The astonishing bit about the Presidents Club saga is that the charity managed to find 360 people to say yes. That is partly because it was an all-male dinner. There is nothing wrong with single gender events on principle. But there is something odd about very large ones in a corporate context. It’s an odd hangover from the days when women found they couldn’t climb the career ladder because the real networking was conducted in places they weren’t invited to, over drinks they didn’t much like, and long after they’d gone home to put the kids to bed. Not nice.

It’s also partly about the sleaze itself. Sure, most of the guests might not have known their high-heeled and black-knickered hostesses had to surrender their phones and sign legally dubious non-disclosure agreements. And we can (I hope) assume only a small percentage of the 360 guests were bottom grabbers in their own right. But still, you’d think most sentient modern men would find even the thought of their peers getting away with being – as the guidance given to the girls at interview put it – “annoying” a tad off putting.

Despite this, the real reason to wonder why anyone, however much they might love a sleazy booze up, said yes is the perfectly obvious risk to their reputation. You would have had to be living in a cave for the past year not to know about the #MeToo and #TimesUp movements and grasped that times that were changing have now changed. This stuff just isn’t socially or politically acceptable any more.

Thirty years ago – when The Presidents Club had its first ridiculous dinner – wives might have complained about their drunk husbands getting back late at night having spent the equivalent of £100,000 on a car they didn’t need; and professional women might have felt a little resentful about being explicitly left out of a top networking occasion. But neither group could have done much about it. Today, those women can take down a corporate or government career in a matter of hours. You might not approve of that. But why take the risk?

There’s an obvious answer – arrogance bred of a sense of immunity from being in a big group of properly powerful men, many of whom come with the confidence of knowing that they aren’t beholden to regulated or public companies.

The core assumption, conscious or not, must have been that behaving badly, if done inside a large group of 360 top businessmen, charming aristocrats, minor celebrities and property chieftains, is different; lower risk. But there’s something else in the mix here as well: the fig leaf of charity.

“But it’s for charity” is a catch-all excuse for all manner of things – and who’s going to call out well-off men for a little groping at a dinner that raises millions for good causes?

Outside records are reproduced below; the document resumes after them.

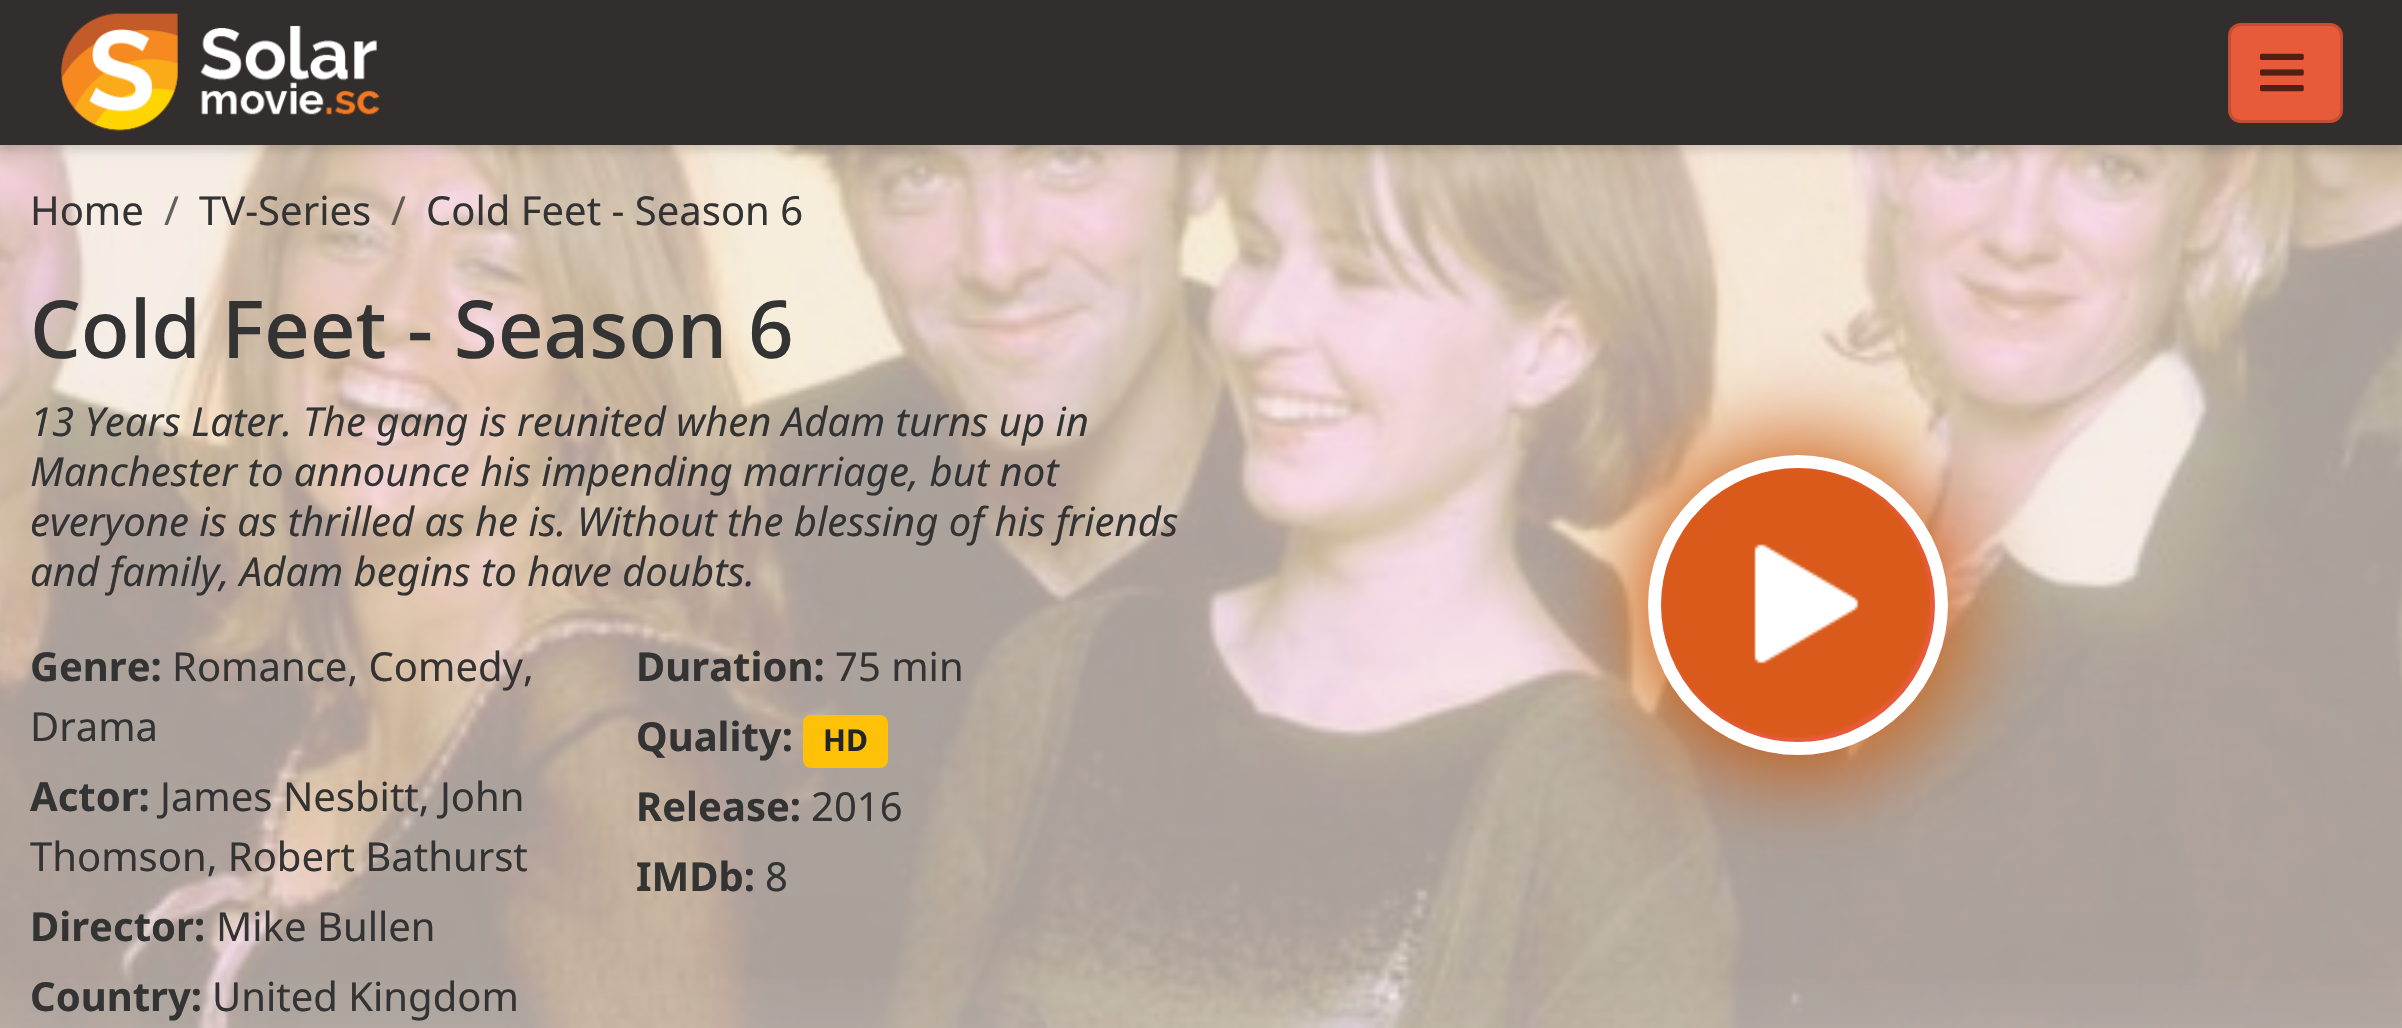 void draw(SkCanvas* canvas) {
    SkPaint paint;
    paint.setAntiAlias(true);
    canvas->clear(0xFFFFFFFF);
    canvas->drawImageRect(SkImages::DeferredFromEncodedData(SkData::MakeFromFileName("img3.png")), SkRect::MakeXYWH(0, 145, 2402, 883), SkSamplingOptions());
    paint.setColor(0x26000000);
    paint.setMaskFilter(SkMaskFilter::MakeBlur(kNormal_SkBlurStyle, 5));
    canvas->drawRect(SkRect::MakeXYWH(0, 5, 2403, 145), paint);
    paint.setMaskFilter(nullptr);
    paint.setColor(0xFF322E2D);
    canvas->drawRect(SkRect::MakeXYWH(0, 0, 2402, 145), paint);
    canvas->drawImageRect(SkImages::DeferredFromEncodedData(SkData::MakeFromFileName("img1.png")), SkRect::MakeXYWH(61, 13, 319, 119), SkSamplingOptions());
    paint.setColor(0xFFE75A3A);
    canvas->drawRoundRect(SkRect::MakeXYWH(2228, 23, 115, 100), 13, 13, paint);
    paint.setStyle(SkPaint::kStroke_Style);
    paint.setStrokeWidth(3);
    paint.setColor(0x26000000);
    canvas->drawRoundRect(SkRect::MakeXYWH(2229.5f, 24.5f, 112, 97), 11.5f, 11.5f, paint);
    canvas->drawImageRect(SkImages::DeferredFromEncodedData(SkData::MakeFromFileName("img2.png")), SkRect::MakeXYWH(2260, 53, 44, 39), SkSamplingOptions());
    canvas->drawImageRect(SkImages::DeferredFromEncodedData(SkData::MakeFromFileName("img4.png")), SkRect::MakeXYWH(0, 979, 2402, 49), SkSamplingOptions());
    SkFont font1(fontMgr->matchFamilyStyle("Noto Sans", SkFontStyle::Normal()), 40);
    font1.setSubpixel(true);
    paint.setStyle(SkPaint::kFill_Style);
    paint.setColor(0xFF333333);
    canvas->drawString("Home", 30, 225, font1, paint);
    paint.setColor(0xFF646160);
    canvas->drawString("/", 164, 225, font1, paint);
    paint.setColor(0xFF333333);
    canvas->drawString("TV-Series", 199, 225, font1, paint);
    paint.setColor(0xFF5F5855);
    canvas->drawString("/", 391, 225, font1, paint);
    paint.setColor(0xFF333333);
    canvas->drawString("Cold Feet - Season 6", 426, 225, font1, paint);
    SkFont font2(fontMgr->matchFamilyStyle("Noto Sans", SkFontStyle(500, SkFontStyle::kNormal_Width, SkFontStyle::kUpright_Slant)), 80);
    font2.setSubpixel(true);
    canvas->drawString("Cold Feet - Season 6", 30, 358, font2, paint);
    SkFont font3(fontMgr->matchFamilyStyle("Noto Sans", SkFontStyle::Italic()), 40);
    font3.setSubpixel(true);
    canvas->drawString("13 Years Later. The gang is reunited when Adam turns up in", 30, 436, font3, paint);
    canvas->drawString("Manchester to announce his impending marriage, but not", 30, 486, font3, paint);
    canvas->drawString("everyone is as thrilled as he is. Without the blessing of his friends", 30, 536, font3, paint);
    canvas->drawString("and family, Adam begins to have doubts.", 30, 586, font3, paint);
    SkFont font4(fontMgr->matchFamilyStyle("Noto Sans", SkFontStyle::Bold()), 40);
    font4.setSubpixel(true);
    canvas->drawString("Genre:", 30, 681, font4, paint);
    canvas->drawString("Romance, Comedy,", 172, 681, font1, paint);
    canvas->drawString("Drama", 30, 741, font1, paint);
    canvas->drawString("Actor:", 30, 811, font4, paint);
    canvas->drawString("James Nesbitt, John", 160, 811, font1, paint);
    canvas->drawString("Thomson, Robert Bathurst", 30, 871, font1, paint);
    canvas->drawString("Director:", 30, 941, font4, paint);
    canvas->drawString("Mike Bullen", 216, 941, font1, paint);
    canvas->drawString("Country:", 30, 1011, font4, paint);
    canvas->drawString("United Kingdom", 212, 1011, font1, paint);
    canvas->drawString("Duration:", 636, 681, font4, paint);
    canvas->drawString("75 min", 835, 681, font1, paint);
    canvas->drawString("Quality:", 636, 751, font4, paint);
    paint.setColor(0xFFFFC107);
    canvas->drawRoundRect(SkRect::MakeXYWH(803, 715, 85, 53), 8, 8, paint);
    SkFont font5(fontMgr->matchFamilyStyle("Noto Sans", SkFontStyle::Bold()), 30);
    font5.setSubpixel(true);
    paint.setColor(0xFF212529);
    canvas->drawString("HD", 823, 751, font5, paint);
    paint.setColor(0xFF333333);
    canvas->drawString("Release:", 636, 821, font4, paint);
    canvas->drawString("2016", 811, 821, font1, paint);
    canvas->drawString("IMDb:", 636, 891, font4, paint);
    canvas->drawString("8", 765, 891, font1, paint);
    paint.setColor(0xFFC95100);
    paint.setMaskFilter(SkMaskFilter::MakeBlur(kNormal_SkBlurStyle, 50));
    canvas->drawRoundRect(SkRect::MakeXYWH(1635, 443, 325, 325), 162.5f, 162.5f, paint);
    paint.setMaskFilter(nullptr);
    paint.setColor(0xFFE75A3A);
    canvas->drawCircle(1798, 605, 150, paint);
    canvas->drawImageRect(SkImages::DeferredFromEncodedData(SkData::MakeFromFileName("img5.png")), SkRect::MakeXYWH(1661, 468, 269, 270), SkSamplingOptions());
    paint.setStyle(SkPaint::kStroke_Style);
    paint.setStrokeWidth(13);
    paint.setColor(0xFFFFFFFF);
    canvas->drawCircle(1798, 605, 143.5f, paint);
}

If people hear the words “charity dinner” and don’t think about helping sick kids, but instead think “top food, bit of booze and a chance to use the auction bit to show the guys how much I’m making on the back of the government’s help-to-buy nonsense” – what does it matter? Think of the children!

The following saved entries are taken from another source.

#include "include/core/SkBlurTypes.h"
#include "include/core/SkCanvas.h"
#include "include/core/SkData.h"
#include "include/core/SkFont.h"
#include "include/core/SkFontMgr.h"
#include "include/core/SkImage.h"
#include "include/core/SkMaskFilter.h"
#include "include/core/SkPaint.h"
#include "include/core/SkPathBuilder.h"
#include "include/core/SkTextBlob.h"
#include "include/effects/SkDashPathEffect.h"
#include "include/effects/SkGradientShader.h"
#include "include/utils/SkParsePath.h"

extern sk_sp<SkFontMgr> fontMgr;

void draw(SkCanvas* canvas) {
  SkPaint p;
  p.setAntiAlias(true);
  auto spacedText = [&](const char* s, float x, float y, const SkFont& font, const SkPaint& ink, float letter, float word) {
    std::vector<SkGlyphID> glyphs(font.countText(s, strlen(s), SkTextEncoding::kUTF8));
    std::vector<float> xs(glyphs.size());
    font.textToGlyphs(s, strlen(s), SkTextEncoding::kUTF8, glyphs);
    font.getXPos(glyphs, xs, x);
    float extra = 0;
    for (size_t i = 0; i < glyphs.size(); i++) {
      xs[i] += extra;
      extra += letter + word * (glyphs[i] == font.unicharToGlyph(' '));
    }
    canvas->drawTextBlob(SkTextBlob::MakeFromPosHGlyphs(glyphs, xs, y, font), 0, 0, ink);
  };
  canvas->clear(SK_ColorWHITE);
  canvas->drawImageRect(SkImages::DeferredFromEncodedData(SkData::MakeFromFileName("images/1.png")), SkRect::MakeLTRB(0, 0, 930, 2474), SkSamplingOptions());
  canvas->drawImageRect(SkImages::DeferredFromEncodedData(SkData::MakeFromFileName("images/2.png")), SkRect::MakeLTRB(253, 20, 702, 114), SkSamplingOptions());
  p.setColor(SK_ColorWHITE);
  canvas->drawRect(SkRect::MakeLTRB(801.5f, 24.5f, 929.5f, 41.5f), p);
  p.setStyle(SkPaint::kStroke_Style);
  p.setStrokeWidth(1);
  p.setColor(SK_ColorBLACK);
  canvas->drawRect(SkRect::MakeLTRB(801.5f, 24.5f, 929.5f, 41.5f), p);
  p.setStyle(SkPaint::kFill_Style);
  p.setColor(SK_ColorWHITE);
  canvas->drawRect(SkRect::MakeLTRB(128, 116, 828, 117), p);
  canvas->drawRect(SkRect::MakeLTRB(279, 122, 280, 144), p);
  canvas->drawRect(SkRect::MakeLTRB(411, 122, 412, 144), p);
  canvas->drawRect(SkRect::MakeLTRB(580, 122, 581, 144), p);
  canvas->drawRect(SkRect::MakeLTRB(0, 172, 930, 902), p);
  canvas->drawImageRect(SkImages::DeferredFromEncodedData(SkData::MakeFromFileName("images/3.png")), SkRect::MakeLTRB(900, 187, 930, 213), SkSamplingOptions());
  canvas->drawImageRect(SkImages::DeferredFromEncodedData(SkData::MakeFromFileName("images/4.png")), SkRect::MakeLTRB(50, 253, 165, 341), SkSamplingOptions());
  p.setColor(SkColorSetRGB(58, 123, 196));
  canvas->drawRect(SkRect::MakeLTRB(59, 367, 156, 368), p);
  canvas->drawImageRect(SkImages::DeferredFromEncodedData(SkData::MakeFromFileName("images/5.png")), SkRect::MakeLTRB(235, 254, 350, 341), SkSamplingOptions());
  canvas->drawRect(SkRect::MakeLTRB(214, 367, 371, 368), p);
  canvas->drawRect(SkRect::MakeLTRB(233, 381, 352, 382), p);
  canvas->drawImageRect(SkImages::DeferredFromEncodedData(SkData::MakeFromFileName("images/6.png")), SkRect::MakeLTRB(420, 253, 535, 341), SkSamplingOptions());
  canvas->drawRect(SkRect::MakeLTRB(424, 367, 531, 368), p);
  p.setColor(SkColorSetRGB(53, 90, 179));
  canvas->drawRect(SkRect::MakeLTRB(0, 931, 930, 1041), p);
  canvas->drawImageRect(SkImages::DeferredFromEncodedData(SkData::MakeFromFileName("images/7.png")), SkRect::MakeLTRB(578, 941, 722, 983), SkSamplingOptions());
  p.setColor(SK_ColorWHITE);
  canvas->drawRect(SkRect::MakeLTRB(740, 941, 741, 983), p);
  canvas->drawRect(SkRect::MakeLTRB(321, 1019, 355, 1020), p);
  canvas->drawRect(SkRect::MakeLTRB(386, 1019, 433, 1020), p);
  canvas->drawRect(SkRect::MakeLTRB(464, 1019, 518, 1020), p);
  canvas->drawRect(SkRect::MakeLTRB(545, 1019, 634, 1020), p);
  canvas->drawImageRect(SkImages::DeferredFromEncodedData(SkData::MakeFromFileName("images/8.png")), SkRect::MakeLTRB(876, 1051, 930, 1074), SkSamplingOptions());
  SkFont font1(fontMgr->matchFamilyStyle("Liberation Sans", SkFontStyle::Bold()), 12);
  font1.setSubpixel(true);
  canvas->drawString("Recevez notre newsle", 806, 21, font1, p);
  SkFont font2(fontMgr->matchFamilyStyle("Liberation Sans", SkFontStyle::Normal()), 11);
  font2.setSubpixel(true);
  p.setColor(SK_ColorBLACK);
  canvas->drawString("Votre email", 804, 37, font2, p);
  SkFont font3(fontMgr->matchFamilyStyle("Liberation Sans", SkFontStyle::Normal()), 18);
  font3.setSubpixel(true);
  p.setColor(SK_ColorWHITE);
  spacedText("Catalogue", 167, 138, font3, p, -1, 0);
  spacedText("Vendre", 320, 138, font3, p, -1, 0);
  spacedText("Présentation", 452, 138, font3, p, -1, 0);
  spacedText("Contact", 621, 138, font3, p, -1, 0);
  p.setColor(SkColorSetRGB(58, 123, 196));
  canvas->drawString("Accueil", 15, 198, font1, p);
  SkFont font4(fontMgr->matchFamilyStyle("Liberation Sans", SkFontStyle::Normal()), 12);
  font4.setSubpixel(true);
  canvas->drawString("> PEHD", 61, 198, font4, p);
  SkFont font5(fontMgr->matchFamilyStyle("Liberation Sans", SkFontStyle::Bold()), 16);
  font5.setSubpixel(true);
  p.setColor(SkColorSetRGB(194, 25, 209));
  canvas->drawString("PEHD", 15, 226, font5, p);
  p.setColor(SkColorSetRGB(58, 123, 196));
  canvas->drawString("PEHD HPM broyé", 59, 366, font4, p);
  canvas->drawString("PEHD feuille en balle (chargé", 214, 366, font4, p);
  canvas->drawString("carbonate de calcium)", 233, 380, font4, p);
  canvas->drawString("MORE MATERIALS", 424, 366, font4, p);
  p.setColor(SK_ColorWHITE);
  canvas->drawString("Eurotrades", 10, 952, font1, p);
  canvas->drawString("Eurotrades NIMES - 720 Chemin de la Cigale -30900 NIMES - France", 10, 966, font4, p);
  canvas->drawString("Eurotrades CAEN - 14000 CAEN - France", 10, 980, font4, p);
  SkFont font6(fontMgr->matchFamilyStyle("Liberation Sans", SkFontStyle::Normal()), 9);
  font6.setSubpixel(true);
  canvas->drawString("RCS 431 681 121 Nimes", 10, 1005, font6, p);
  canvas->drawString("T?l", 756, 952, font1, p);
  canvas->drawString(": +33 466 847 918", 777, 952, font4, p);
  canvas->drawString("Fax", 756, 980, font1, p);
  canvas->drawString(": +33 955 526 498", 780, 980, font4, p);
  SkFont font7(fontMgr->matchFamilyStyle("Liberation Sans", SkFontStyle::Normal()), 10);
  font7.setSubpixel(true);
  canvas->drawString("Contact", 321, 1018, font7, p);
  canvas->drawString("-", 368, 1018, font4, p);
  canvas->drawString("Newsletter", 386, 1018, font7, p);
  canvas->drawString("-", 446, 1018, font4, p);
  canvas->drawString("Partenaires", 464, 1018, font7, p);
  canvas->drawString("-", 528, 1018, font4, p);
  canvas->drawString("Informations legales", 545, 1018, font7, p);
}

The problems here are manyfold. First, a dinner raising money for charity should probably be held to higher standards than one held just for fun. There has been too much scandal in the sector over the past few years for comfort. If it wants to maintain public trust (and how can it operate without it?) it can’t afford this kind of thing.

Second, your average charity dinner doesn’t come cheap. The Presidents Club event is a slightly special case (130 hostesses add up). Nonetheless, based on the latest accounts available, it seems to have cost the organisation about 30p to raise 70p for charity, a ratio that makes even the government’s methods of fundraising look insanely efficient. The Charity Commission will say that with 167,000 charities to police they can’t be badgering everyone about their morals and money-raising matters. But all that tells us is that we have too many “charities”, the answer to which is not to pour more taxpayers’ money into the commission, but to cut the number of organisations in the UK given charitable status. We can’t possibly need more than a couple of thousand (tops).

Yet despite misgivings about the event, the charities that were in line for donations should take the money. Not doing so suggests they are more concerned about the way their charity looks than what it achieves. It’s do-goodery gone mad. Their job is not to indulge in political grandstanding (that is already a very crowded market). Their job is to do useful things. The Charity Commission might want to find time to have a word with some of them about that, too.